Pauvretés en prison

Anne-Marie MARCHETTI, érès, 1997, 222 p.

La société a toujours distingué entre les bons pauvres (ceux qui se trouvent dans cet état à leur corps défendant comme les malades et les vieillards) et les mauvais pauvres (les individus valides coupables de ne pas respecter les normes dominantes). La clientèle des prisons a toujours fait partie de cette seconde catégorie. Cela explique que si aujourd’hui, on ne meurt plus de faim ni de froid dans les geôles, la dépense d’argent pour améliorer les conditions de détention, est toujours de trop pour l’opinion publique. Depuis le début du XIX ème siècle, la prison est devenue la peine-étalon qui s’applique aux classes populaires. De fait, l’institution perpétue et aggrave l’état de pauvreté initiale. L’administration pénitentiaire doit fournir à chaque détenu les moyens d’existence. Il arrive parfois que la trousse de l’indigent (savon et brosse à dent) ne soit même pas disponible. Si la personne incarcérée souhaite améliorer son ordinaire, elle peut avoir accès à des biens de consommation par l’intermédiaire de la “ cantine ”. Les prix qui y sont pratiqués sont en général le double de ce que l’on trouve à l’extérieur. Pour cantiner, le détenu ne peut compter que sur ses propres ressources. Celles-ci peuvent provenir de mandats qui lui sont adressés de l’extérieur ou encore du travail ou des formations rémunérés. Mais les propositions qui sont faites en la matière, si elles sont inégales selon les établissements, sont la plupart du temps rares et en tout cas intermittentes. Cette situation favorise le développement d’une économie clandestine basée sur le trafic, le racket et la prostitution.

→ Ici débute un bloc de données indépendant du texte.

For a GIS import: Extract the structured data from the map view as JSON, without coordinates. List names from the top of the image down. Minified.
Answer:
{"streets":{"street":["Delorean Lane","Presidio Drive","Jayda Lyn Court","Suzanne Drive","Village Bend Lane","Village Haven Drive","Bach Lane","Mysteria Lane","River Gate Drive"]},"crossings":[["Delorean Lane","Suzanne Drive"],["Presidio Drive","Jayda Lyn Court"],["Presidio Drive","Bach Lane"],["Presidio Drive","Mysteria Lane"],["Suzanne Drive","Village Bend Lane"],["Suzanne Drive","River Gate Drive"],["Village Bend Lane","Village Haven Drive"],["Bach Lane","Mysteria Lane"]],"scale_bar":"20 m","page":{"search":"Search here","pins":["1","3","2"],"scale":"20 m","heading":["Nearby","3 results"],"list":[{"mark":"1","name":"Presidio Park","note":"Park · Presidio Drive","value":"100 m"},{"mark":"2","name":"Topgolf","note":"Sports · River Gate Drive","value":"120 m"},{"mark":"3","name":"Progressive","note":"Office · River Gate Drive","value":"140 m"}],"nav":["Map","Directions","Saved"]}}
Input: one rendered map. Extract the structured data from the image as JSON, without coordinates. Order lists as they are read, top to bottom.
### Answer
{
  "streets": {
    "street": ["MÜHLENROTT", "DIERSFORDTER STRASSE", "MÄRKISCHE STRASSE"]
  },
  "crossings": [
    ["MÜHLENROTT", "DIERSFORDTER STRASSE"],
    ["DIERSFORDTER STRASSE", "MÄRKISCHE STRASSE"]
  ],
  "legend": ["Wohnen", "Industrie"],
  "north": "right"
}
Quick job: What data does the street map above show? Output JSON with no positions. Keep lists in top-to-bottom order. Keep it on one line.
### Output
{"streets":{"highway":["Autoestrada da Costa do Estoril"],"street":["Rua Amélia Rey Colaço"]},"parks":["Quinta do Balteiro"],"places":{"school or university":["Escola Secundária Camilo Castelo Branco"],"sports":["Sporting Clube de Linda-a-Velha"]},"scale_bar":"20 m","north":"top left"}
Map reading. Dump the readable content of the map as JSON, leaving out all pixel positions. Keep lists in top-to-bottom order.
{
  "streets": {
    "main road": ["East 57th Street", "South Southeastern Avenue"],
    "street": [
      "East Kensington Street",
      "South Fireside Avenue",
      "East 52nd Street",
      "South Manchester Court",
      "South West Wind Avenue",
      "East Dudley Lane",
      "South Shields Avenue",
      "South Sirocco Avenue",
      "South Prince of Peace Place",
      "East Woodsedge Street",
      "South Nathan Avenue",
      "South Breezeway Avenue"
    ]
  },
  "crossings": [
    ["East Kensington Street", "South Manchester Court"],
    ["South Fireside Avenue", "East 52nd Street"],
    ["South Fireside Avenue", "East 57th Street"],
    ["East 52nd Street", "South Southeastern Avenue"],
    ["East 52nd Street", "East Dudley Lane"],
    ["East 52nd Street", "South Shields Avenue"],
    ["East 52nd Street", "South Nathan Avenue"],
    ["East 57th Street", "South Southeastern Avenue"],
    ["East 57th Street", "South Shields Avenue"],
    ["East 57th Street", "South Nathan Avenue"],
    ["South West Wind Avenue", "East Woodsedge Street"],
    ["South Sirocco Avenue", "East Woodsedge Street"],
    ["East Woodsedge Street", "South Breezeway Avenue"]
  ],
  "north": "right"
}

Mais la pauvreté ne se limite pas au seul domaine consumériste. Elle se manifeste tout autant dans les ruptures familiales (la conjointe divorçant afin de trouver une autre source de revenus), que dans les permissions et libérations conditionnelles (qui sont d’autant moins accordées que le détenu ne propose aucune adresse fiable à l’extérieur) ou encore dans la qualité de la défense (réduite à un avocat commis d’office s’il n’y  a pas de possibilité de payer). On peut aussi parler de la contrainte par corps qui intervient à l’issue de la peine, quand le prisonnier n’a pas les moyens de régler ses dettes. Quant aux transferts d’un établissement  à l’autre, si le taulard –informé toujours au dernier moment- ne peut régler les frais de transport, il devra faire son deuil des affaires qu’il n’aura pas pu emporter avec lui. La réduction de la personnalité du détenu condamné à la simple situation de reclus est contradictoire à la mission de réinsertion qui est dévolue à l’administration pénitentiaire, elle l’est encore plus quand on l’applique à la situation de préventive dans laquelle la présomption d’innocence est sensée prédominer.